So Heithold decided the Ghostrider had to have the big gun from the get-go — even if that risked delaying its entry into service.

“I wouldn’t call it a delay, [but] we probably built a little too much risk into the schedule and what I’m doing is buying down the risk,” Heithold said. The original schedule for retiring AC-130Us and Ws assumed that withdrawal from Afghanistan would lead to lower demand for the gunships, but with increasing terrorist threats, that hasn’t happened. “If peace doesn’t break out, the demand signal is still there,” said Heithold, so he’s going to slow the rate of retirements to get “time to field the J-model correctly.”

“To keep the legacy aircraft is not an exceeding lot of money,” he said, though he did not give a specific figure. “There’s a few [avionics] I have to replace; if we keep flying them I’ve got to put [new] outer wings on ’em.
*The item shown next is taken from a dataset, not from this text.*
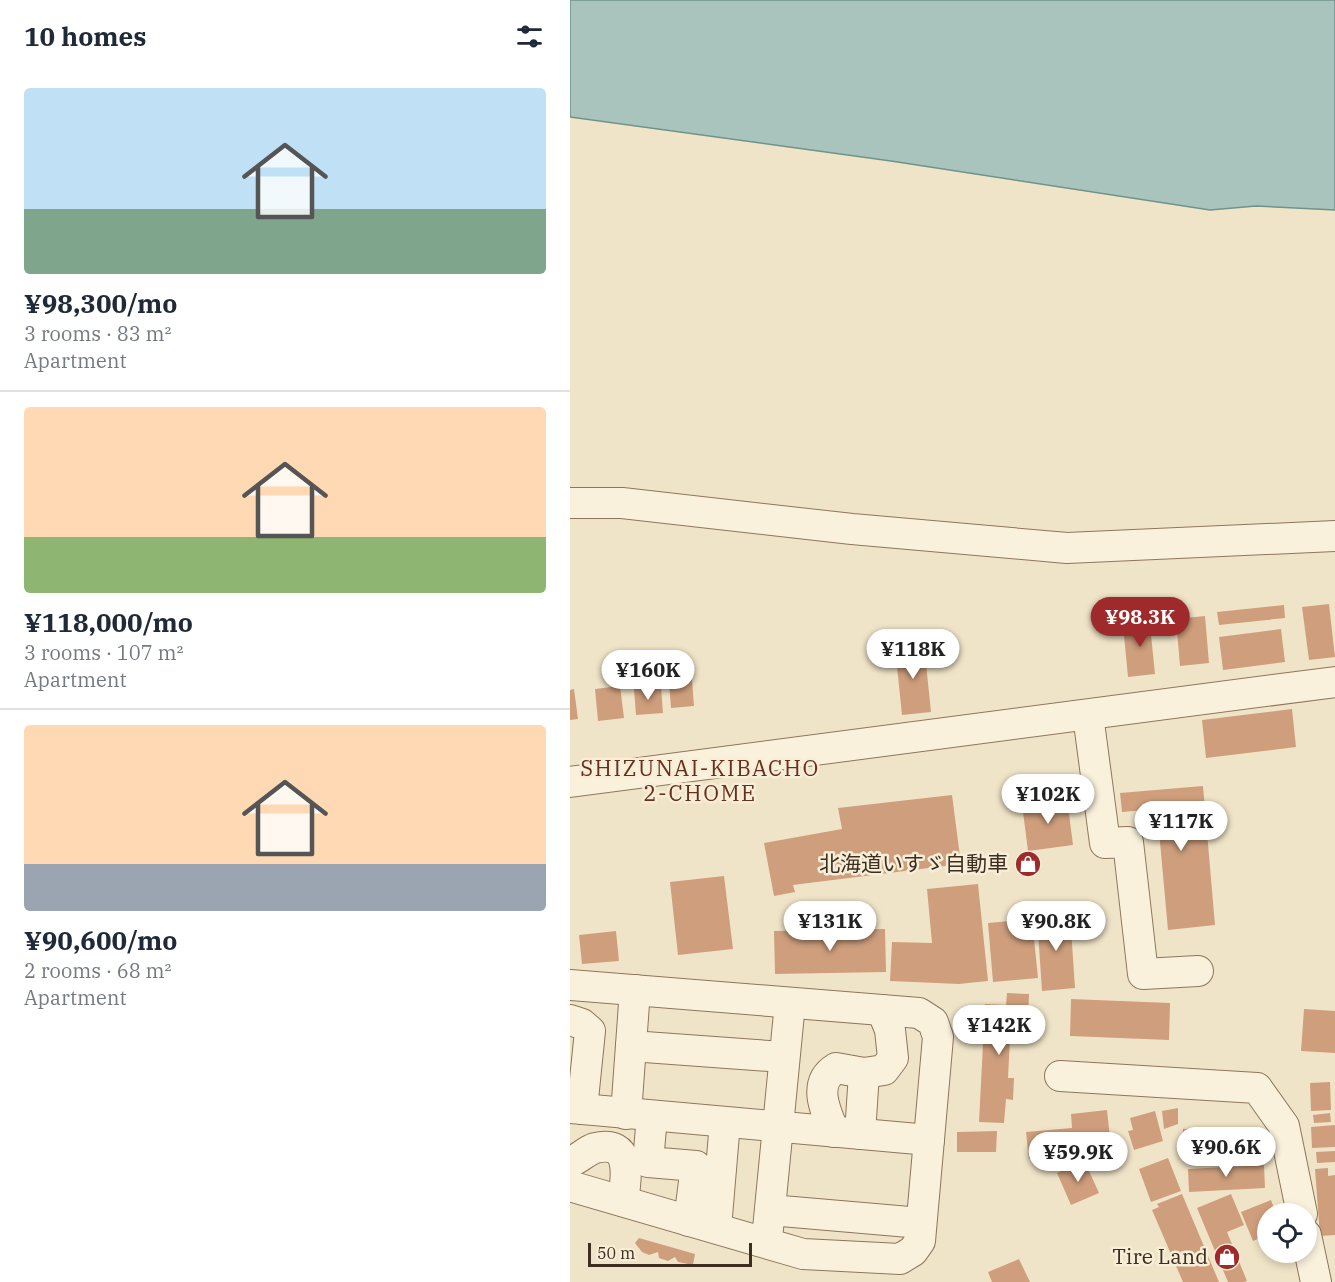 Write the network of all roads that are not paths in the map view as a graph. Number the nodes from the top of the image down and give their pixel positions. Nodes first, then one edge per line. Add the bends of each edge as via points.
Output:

But it’s not a significant amount of money.”

As for the J-model, the first two aircraft will not have the 105mm gun installed. That’ll have to be retrofitted later. “About the third plane, we cut in the 105,” Heithold said. “Technology-wise, this is not a tough thing to do.” AFSOC will simply pull the cannon off retiring aircraft and install them on the Js.  (The last seven J-models may carry a laser weapon, he said).

Air Force Photo

AC-130U firing flares designed to divert heat-seeking missiles

The big gun isn’t the only upgrade the Ghostriders will need, however. They currently lack the full suite of defenses found on the older aircraft. They have chaff, flares, and lasers to blind heat-seeking missiles, the Large Aircraft Infra-Red Counter Measures (LAIRCM) system. What they don’t have is countermeasures against radar-guided missiles. The Air Force can’t simply pull the needed systems off retiring aircraft, either, because they’re hardwired in. AFSOC just put out a Request For Proposals for radio-frequency countermeasures for the J-model, Heithold said: “We’re not going to bring ’em into service until we get ’em there.”

Overall, Heithold envisions a “spiral development” with three phases, although the third may never be built. The two test aircraft flying now are “Block 10” Js with seven crew and no 105 cannon. What’s required for Initial Operating Capability (IOC) will be the Block 20, with the 105 and two more crew, a sensor operator and the cannon gunner. The ultimate Ghostrider? The Block 40, of which anywhere from zero to seven would be built, would carry a directed energy weapon.

“I’ve looked at a lot of capabilities out there in high-energy lasers and microwave energy guns and all those sorts of things. We plan to put some seed money [in],” he told the NDIA conference. “The technology is getting to the point where I think it’s mature enough.”